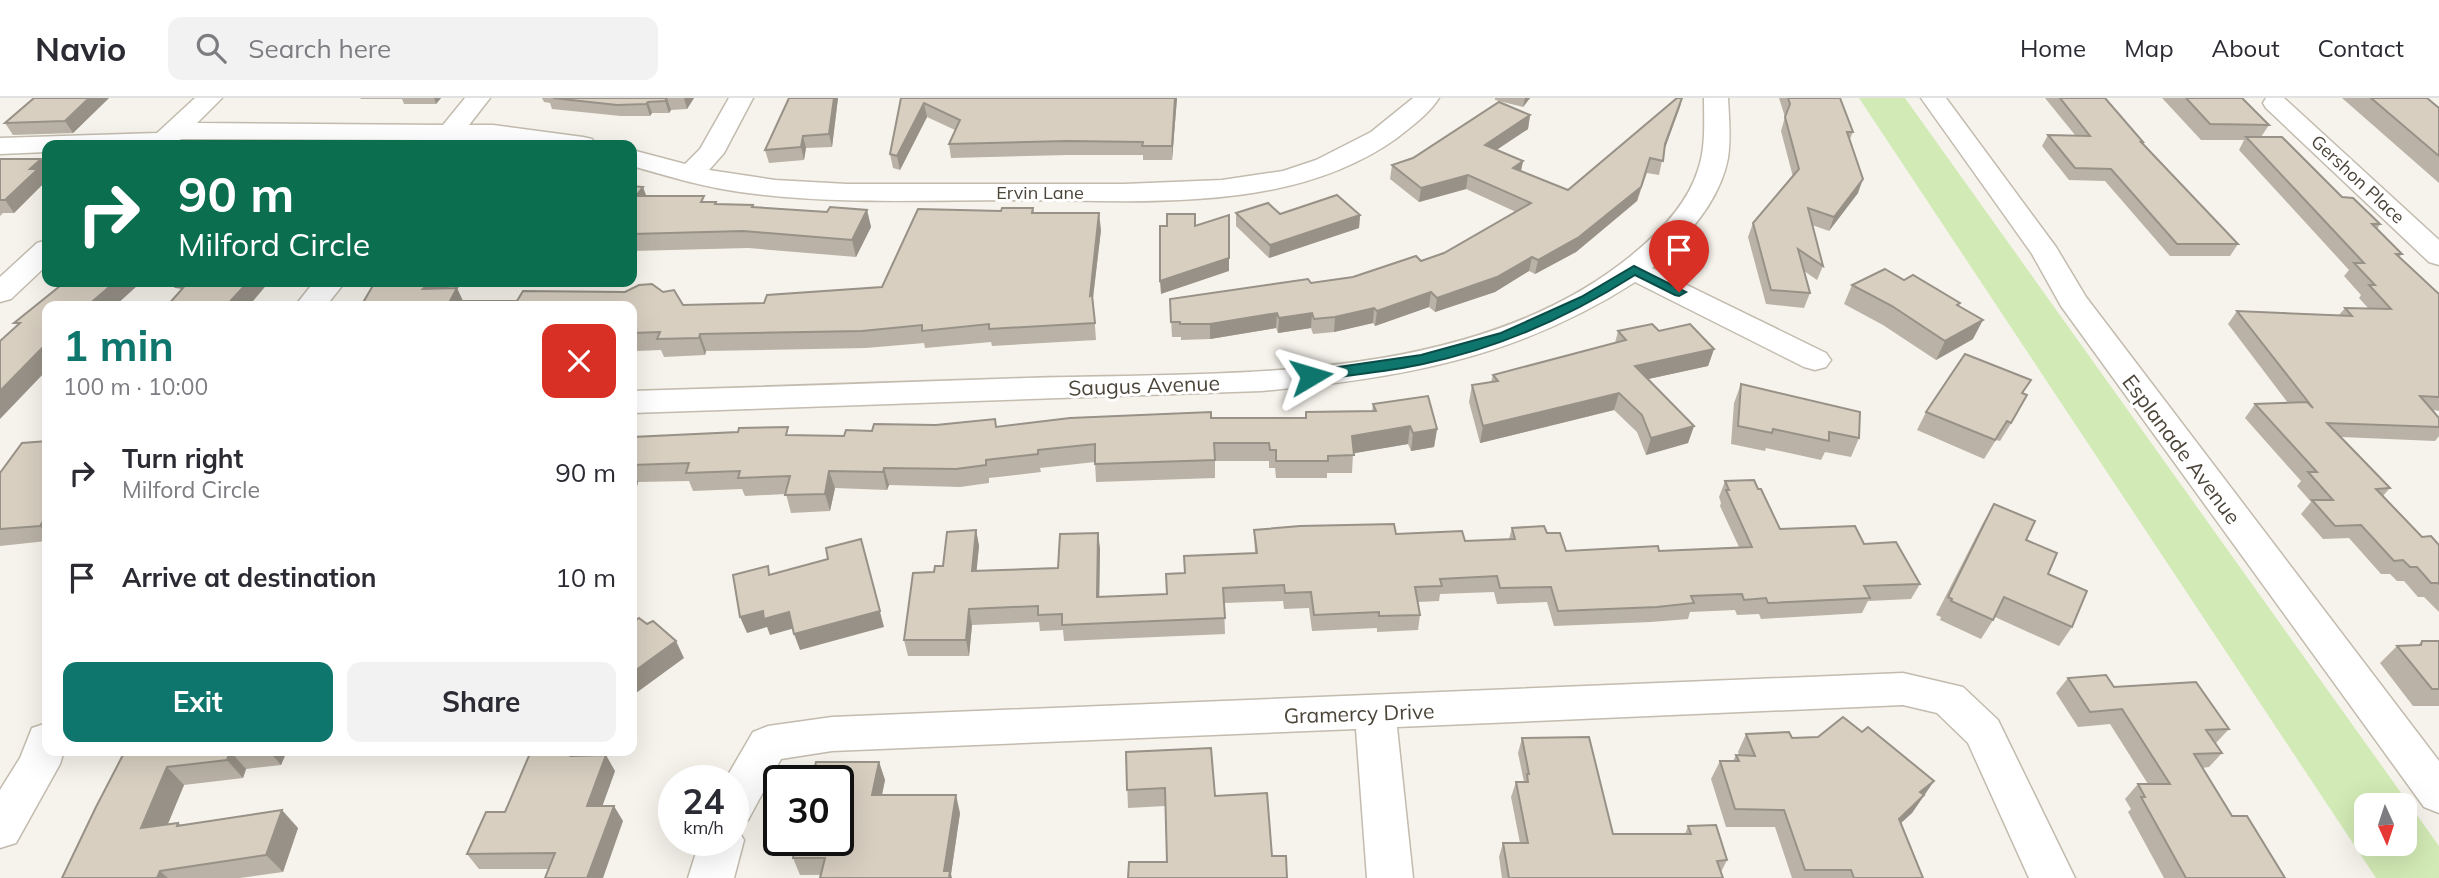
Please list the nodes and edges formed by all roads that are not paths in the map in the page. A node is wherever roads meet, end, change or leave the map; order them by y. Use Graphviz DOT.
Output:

* * *

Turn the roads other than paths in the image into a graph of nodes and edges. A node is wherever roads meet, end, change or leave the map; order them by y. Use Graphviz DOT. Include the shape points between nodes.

About this exercise: Check each line of the listing above, and copy it if it contains the word "them".

Response to the exercise:
Please list the nodes and edges formed by all roads that are not paths in the map in the page. A node is wherever roads meet, end, change or leave the map; order them by y. Use Graphviz DOT.
Turn the roads other than paths in the image into a graph of nodes and edges. A node is wherever roads meet, end, change or leave the map; order them by y. Use Graphviz DOT. Include the shape points between nodes.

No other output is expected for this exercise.